Monday, September 24, 2018

Setting the North Caucasus Ablaze is Easy; Putting Out the Flames is Hard


Paul Goble

            Staunton, September 23 – Because of its earlier bitter experience, Moscow’s policy in the North Caucasus over the last decade has been to use subsidies and force to make sure that ethnic and religious conflicts do not break out in the region since setting the North Caucasus ablaze is easy – there is a lot of “dry tinder” around – but putting out the conflagration is hard.

            That makes some of Moscow’s recent actions, including both intentional moves and failures, surprising and has led some to ask this week “why did the powers that be allow the outburst of the Kabardino-Balkar conflict?” (onkavkaz.com/news/2403-v-kbr-promorgali-konflikt-pochemu-vlasti-dopustili-vspyshku-kabardino-balkarskogo-protivostojan.html).

                According to OnKavkaz journalist Zarema Khasanova, “the entire Caucasus for several days has been attentively following the events in the village of Kyodelen of the Elbrus district of Kabardino-Balkaria.”  She asked two specialists, Vladimir Kudayev of the Republic-Common Affair community and Kantemir Khurtayev, head of the All-Russian Inter-Ethnic Movement of Youth, for the reasons why this clash happened and why officials allowed it to.

            Kudayev said that the clashes did not arise suddenly or because of the commemoratino of the Kanzhal battle. The real causes are a longstanding complaint by the Balkars about Karachay use of their historical lands and because many Balkars think that the whole issue of the battle has been invented by the Karachays to subordinate the Balkars.

            Khurtayev said that “the Balkars consider the action not as a cultural one but as a political one, the goal of which is the symbolic marking of territories on which they live” by invoking a long ago battle to claim that these lands have somehow always been Karachay rather than Balkars despite the fact that the Balkars have been there at least as long.

            Officials intervened only after the first clashes, Khurtayev continued, and after two days, the fighting quieted down. “At present, the situation has stabilized,” with the participants in the clashes returning to their homes.  According to him, “the law enforcement organs and republic authorities performed effectively.”

            Kudayev for his part suggested that “there always will be forces interested in specific outbursts in the population and this card will be played quite often.” And that is possible because “the authorities are incapable or do not want to regulate such clashes” instead of addressing the issues behind them and removing them.

            Khurayev agreed.
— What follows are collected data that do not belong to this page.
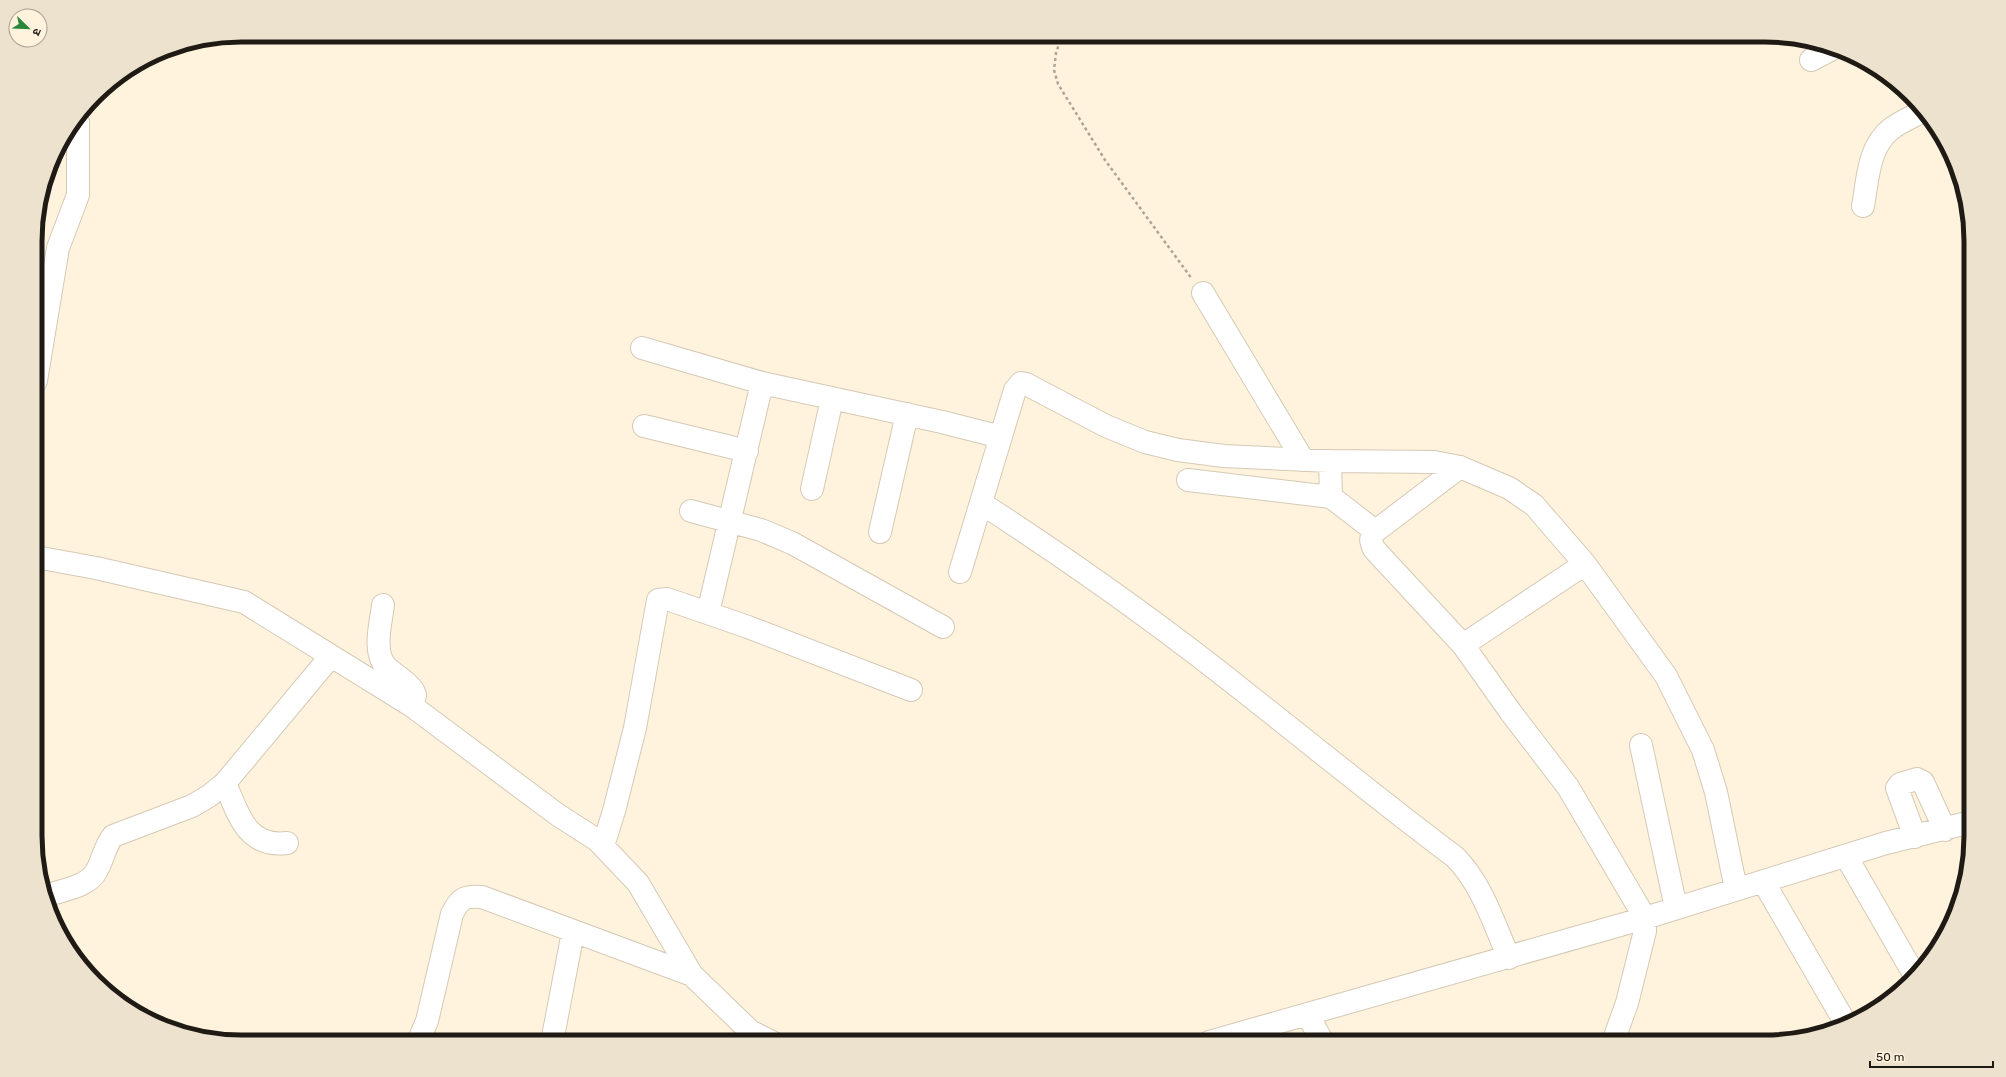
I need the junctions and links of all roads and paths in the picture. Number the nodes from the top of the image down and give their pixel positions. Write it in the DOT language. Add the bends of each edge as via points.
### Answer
graph roads {
  1 [pos="1060,42"];
  2 [pos="1826,52"];
  3 [pos="1811,60"];
  4 [pos="1918,114"];
  5 [pos="78,126"];
  6 [pos="1863,206"];
  7 [pos="1203,293"];
  8 [pos="42,345"];
  9 [pos="642,348"];
  10 [pos="762,383"];
  11 [pos="832,399"];
  12 [pos="907,414"];
  13 [pos="644,426"];
  14 [pos="1001,437"];
  15 [pos="747,451"];
  16 [pos="1302,460"];
  17 [pos="1330,461"];
  18 [pos="1460,467"];
  19 [pos="1188,480"];
  20 [pos="812,489"];
  21 [pos="1331,498"];
  22 [pos="981,503"];
  23 [pos="691,512"];
  24 [pos="730,521"];
  25 [pos="1375,531"];
  26 [pos="880,532"];
  27 [pos="42,559"];
  28 [pos="1585,564"];
  29 [pos="960,572"];
  30 [pos="383,605"];
  31 [pos="708,613"];
  32 [pos="943,627"];
  33 [pos="1463,645"];
  34 [pos="332,656"];
  35 [pos="911,690"];
  36 [pos="412,706"];
  37 [pos="1641,745"];
  38 [pos="225,783"];
  39 [pos="1964,824"];
  40 [pos="1945,830"];
  41 [pos="1915,837"];
  42 [pos="287,843"];
  43 [pos="603,846"];
  44 [pos="1846,856"];
  45 [pos="1764,881"];
  46 [pos="1736,889"];
  47 [pos="51,894"];
  48 [pos="1676,908"];
  49 [pos="1645,918"];
  50 [pos="574,932"];
  51 [pos="1509,958"];
  52 [pos="1912,971"];
  53 [pos="692,975"];
  54 [pos="1307,1014"];
  55 [pos="1843,1019"];
  56 [pos="421,1035"];
  57 [pos="553,1035"];
  58 [pos="758,1035"];
  59 [pos="1234,1035"];
  60 [pos="1319,1035"];
  61 [pos="1616,1035"];
  1 -- 7 [label="path" via="1054,70 1058,84 1105,160"];
  2 -- 3 [label="street"];
  4 -- 6 [label="street" via="1891,129 1878,141 1872,157"];
  5 -- 8 [label="street" via="78,195 58,248"];
  7 -- 16 [label="street"];
  9 -- 10 [label="street"];
  10 -- 11 [label="street"];
  10 -- 15 [label="street"];
  11 -- 12 [label="street"];
  11 -- 20 [label="street"];
  12 -- 14 [label="street"];
  12 -- 26 [label="street"];
  13 -- 15 [label="street"];
  14 -- 16 [label="street" via="1015,390 1021,383 1106,426 1145,442 1178,450 1224,456"];
  14 -- 22 [label="street"];
  15 -- 24 [label="street"];
  16 -- 17 [label="street"];
  17 -- 18 [label="street" via="1434,462"];
  17 -- 21 [label="street"];
  18 -- 25 [label="street"];
  18 -- 28 [label="street" via="1509,488 1534,505"];
  19 -- 21 [label="street"];
  21 -- 25 [label="street"];
  22 -- 29 [label="street"];
  22 -- 51 [label="street" via="1086,572 1245,692 1455,857 1474,881"];
  23 -- 24 [label="street"];
  24 -- 31 [label="street"];
  24 -- 32 [label="street" via="761,530 792,544"];
  25 -- 33 [label="street" via="1370,538 1374,548"];
  27 -- 34 [label="street" via="96,568 244,602"];
  28 -- 33 [label="street"];
  28 -- 46 [label="street" via="1666,676 1703,750 1716,792"];
  30 -- 36 [label="street" via="380,658 386,667 413,690 415,696"];
  31 -- 35 [label="street"];
  31 -- 43 [label="street" via="667,599 658,600 635,728"];
  33 -- 49 [label="street" via="1568,787"];
  34 -- 36 [label="street"];
  34 -- 38 [label="street"];
  36 -- 43 [label="street"];
  37 -- 48 [label="street"];
  38 -- 42 [label="street" via="242,822 251,833 263,841"];
  38 -- 47 [label="street" via="192,806 113,836 97,871 88,881"];
  39 -- 40 [label="street"];
  40 -- 41 [label="street"];
  40 -- 41 [label="street" via="1923,782 1917,779 1900,784 1897,788"];
  41 -- 44 [label="street"];
  43 -- 53 [label="street" via="638,883"];
  44 -- 45 [label="street"];
  44 -- 52 [label="street"];
  45 -- 46 [label="street"];
  45 -- 55 [label="street"];
  46 -- 48 [label="street"];
  48 -- 49 [label="street"];
  49 -- 51 [label="street"];
  49 -- 61 [label="street" via="1645,931 1627,1003"];
  50 -- 53 [label="street"];
  50 -- 56 [label="street" via="482,897 468,897 458,902 452,914 427,1021"];
  50 -- 57 [label="street"];
  51 -- 54 [label="street"];
  53 -- 58 [label="street" via="750,1031"];
  54 -- 59 [label="street"];
  54 -- 60 [label="street"];
}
He said that he is “deeply convinced that this was an artificially provoked conflict,” intended either to destabilize the republic or to put a black mark against republic head Yury Kokov who will be up for possible reappointment next year.  If there are problems, he might not be.

            Kudayev, in contrast, suggested that the powers that be were happy enough to allow the conflict to occur to distract the attention of people from current problems and especially the shortcomings in the work of local and regional officials. The authorities have not spoken out about the conflict, but neither have the national movements of either side. 
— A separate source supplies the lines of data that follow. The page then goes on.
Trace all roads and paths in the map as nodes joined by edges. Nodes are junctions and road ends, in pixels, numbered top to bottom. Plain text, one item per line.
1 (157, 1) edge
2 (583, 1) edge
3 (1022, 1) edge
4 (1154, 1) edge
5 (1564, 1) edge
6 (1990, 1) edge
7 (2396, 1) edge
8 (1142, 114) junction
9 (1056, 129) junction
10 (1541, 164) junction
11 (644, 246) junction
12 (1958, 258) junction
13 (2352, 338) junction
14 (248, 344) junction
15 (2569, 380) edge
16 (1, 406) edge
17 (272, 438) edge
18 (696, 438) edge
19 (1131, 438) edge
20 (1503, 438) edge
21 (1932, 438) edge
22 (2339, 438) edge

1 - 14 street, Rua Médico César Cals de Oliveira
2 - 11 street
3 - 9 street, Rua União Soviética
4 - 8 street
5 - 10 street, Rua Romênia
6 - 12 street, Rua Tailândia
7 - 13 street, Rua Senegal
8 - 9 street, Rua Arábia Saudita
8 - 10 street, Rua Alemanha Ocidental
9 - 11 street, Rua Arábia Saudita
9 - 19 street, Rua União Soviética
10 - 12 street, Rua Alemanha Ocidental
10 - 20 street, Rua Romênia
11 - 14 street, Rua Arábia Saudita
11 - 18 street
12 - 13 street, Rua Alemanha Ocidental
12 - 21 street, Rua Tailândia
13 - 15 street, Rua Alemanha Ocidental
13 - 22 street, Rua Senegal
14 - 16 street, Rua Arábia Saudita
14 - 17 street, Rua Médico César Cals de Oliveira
            “The population of the republic on the whole understands,” he continued, “that Kabardins and Balkars are fated to live together, that there are no alternatives to that;” but there are always some who think otherwise and they can spark conflicts.  The authorities could help by promoting discussions involving representatives of both nations.

            Indeed, Kudayev argued, the authorities have a definite self-interest in doing so lest these conflicts grow in number and spread to a larger share of the population. But at present, they are not capable of doing so; and they think that police power is enough. After all, Kokov, a former policeman, has surrounded himself with officials, 80 percent of whom have the same origin.

            And Khutayev for his part said that the current developments are worrisome because Kabardino-Balkaria had remained relatively calm in the tense 1990s but now “suddenly has begun” to fracture along ethnic lines.